Irã e Europa tentam manter diálogo diplomático
O debate terá como pano de fundo o histórico de 2013, quando Irã e grandes potências firmaram acordo em Genebra, abrindo mão de seu programa nuclear em troca do levantamento de sanções. Esse tratado, assinado durante a presidência de Barack Obama, foi abandonado por Donald Trump entre 2017 e 2020, quando os EUA se retiraram.
Agora, o encontro ocorre após o fracasso de novas negociações entre Irã e EUA, pressionado por uma ofensiva aérea israelense lançada em 12 de junho. Um diplomata europeu afirmou: "Os iranianos não conseguem se sentar com os americanos, enquanto nós conseguimos. Vamos dizer a eles para voltarem à mesa de negociações sobre a questão nuclear antes que o pior aconteça, ao mesmo tempo em que levantamos nossas preocupações com relação a seus mísseis balísticos, apoio à Rússia e detenção de nossos cidadãos."

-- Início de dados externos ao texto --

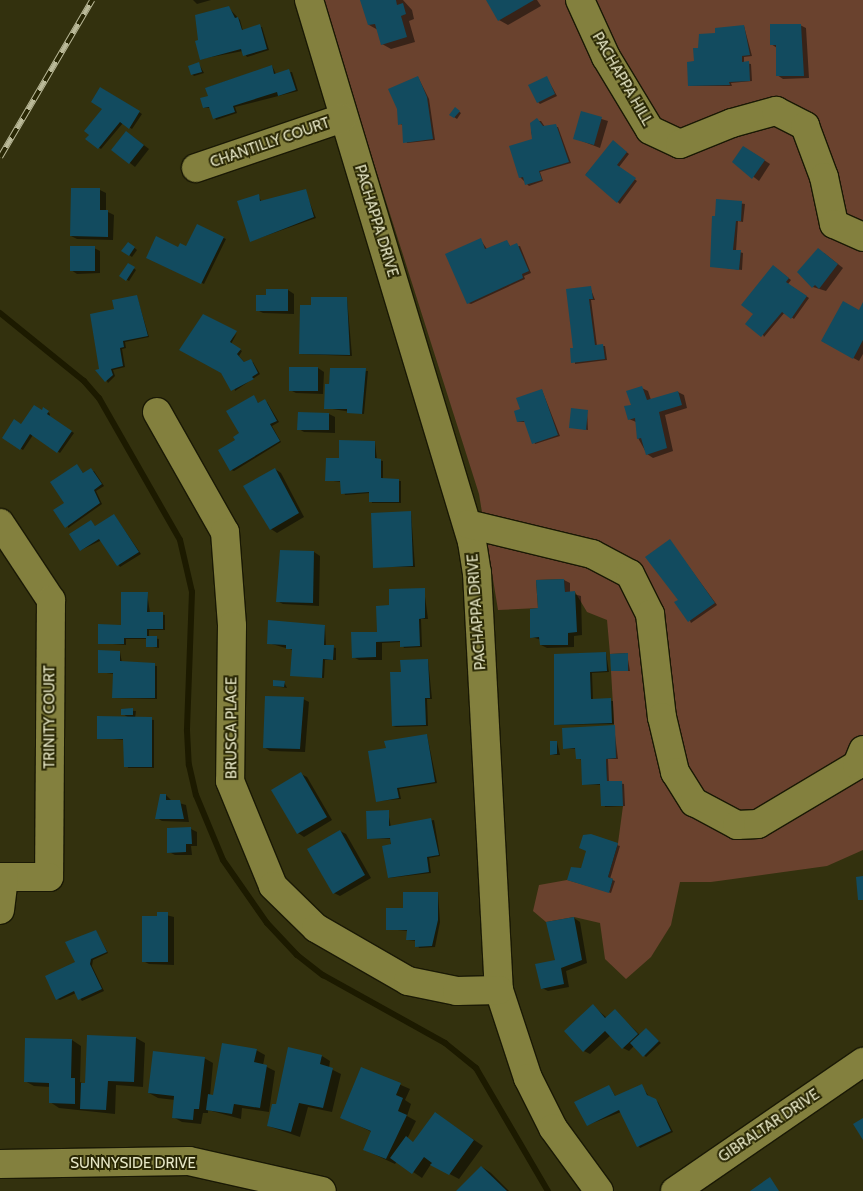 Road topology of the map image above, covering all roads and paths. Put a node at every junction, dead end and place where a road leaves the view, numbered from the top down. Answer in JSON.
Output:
{"nodes":[{"id":1,"x":309,"y":0,"type":"edge"},
{"id":2,"x":580,"y":0,"type":"edge"},
{"id":3,"x":343,"y":118,"type":"junction"},
{"id":4,"x":196,"y":168,"type":"dead end"},
{"id":5,"x":863,"y":237,"type":"edge"},
{"id":6,"x":157,"y":412,"type":"dead end"},
{"id":7,"x":0,"y":523,"type":"edge"},
{"id":8,"x":468,"y":524,"type":"junction"},
{"id":9,"x":863,"y":750,"type":"edge"},
{"id":10,"x":2,"y":877,"type":"edge"},
{"id":11,"x":0,"y":910,"type":"edge"},
{"id":12,"x":500,"y":990,"type":"junction"},
{"id":13,"x":863,"y":1062,"type":"edge"},
{"id":14,"x":0,"y":1164,"type":"edge"},
{"id":15,"x":322,"y":1191,"type":"edge"},
{"id":16,"x":599,"y":1191,"type":"edge"},
{"id":17,"x":675,"y":1191,"type":"edge"}],
"edges":[{"from":1,"to":3,"type":"street","name":"PACHAPPA DRIVE"},
{"from":2,"to":5,"type":"street","name":"PACHAPPA HILL"},
{"from":3,"to":4,"type":"street","name":"CHANTILLY COURT"},
{"from":3,"to":8,"type":"street","name":"PACHAPPA DRIVE"},
{"from":6,"to":12,"type":"street","name":"BRUSCA PLACE"},
{"from":7,"to":10,"type":"street","name":"TRINITY COURT"},
{"from":8,"to":9,"type":"street"},
{"from":8,"to":12,"type":"street","name":"PACHAPPA DRIVE"},
{"from":10,"to":11,"type":"street"},
{"from":12,"to":16,"type":"street","name":"PACHAPPA DRIVE"},
{"from":13,"to":17,"type":"street","name":"GIBRALTAR DRIVE"},
{"from":14,"to":15,"type":"street","name":"SUNNYSIDE DRIVE"}]}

Para as potências europeias, há insatisfação com a postura dos EUA: consideram algumas exigências do ex-presidente Trump irreais e temem um acordo inicial fraco que se prolongue indefinidamente. Este clima de ceticismo molda a expectativa de um desfecho modesto em Genebra — e mesmo a presença do Chefe da Diplomacia da União Europeia, Kaja Kallas, não eleva o otimismo.

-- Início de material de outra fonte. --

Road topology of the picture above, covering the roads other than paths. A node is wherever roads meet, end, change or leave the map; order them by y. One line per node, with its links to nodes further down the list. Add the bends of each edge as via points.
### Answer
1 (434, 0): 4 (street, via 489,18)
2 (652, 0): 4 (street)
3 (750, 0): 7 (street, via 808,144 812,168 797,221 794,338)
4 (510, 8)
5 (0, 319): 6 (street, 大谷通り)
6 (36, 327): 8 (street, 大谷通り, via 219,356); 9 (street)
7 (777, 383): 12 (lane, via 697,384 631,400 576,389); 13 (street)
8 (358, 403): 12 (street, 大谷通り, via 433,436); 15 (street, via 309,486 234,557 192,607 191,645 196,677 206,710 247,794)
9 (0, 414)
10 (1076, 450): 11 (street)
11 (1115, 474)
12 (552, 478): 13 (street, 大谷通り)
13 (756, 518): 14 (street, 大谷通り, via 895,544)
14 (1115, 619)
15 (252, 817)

Mesmo sem grandes avanços previstos, os interlocutores enfatizam a importância de manter canais abertos com Teerã. Afinal, ainda que um cessar-fogo fosse alcançado, não bastaria conter apenas o conflito: o conhecimento técnico acumulado pelo Irã representa um risco, pois pode garantir àquele país capacidade de retomar seu programa nuclear de forma clandestina.
De acordo com um funcionário iraniano, Teerã sempre defendeu a diplomacia como via principal de solução — mas ressalta que "a diplomacia está sob ataque". Por isso, pede ao E3 que pressione Israel a interromper os ataques contra seu território, reforçando o compromisso iraniano com o diálogo como alternativa viável.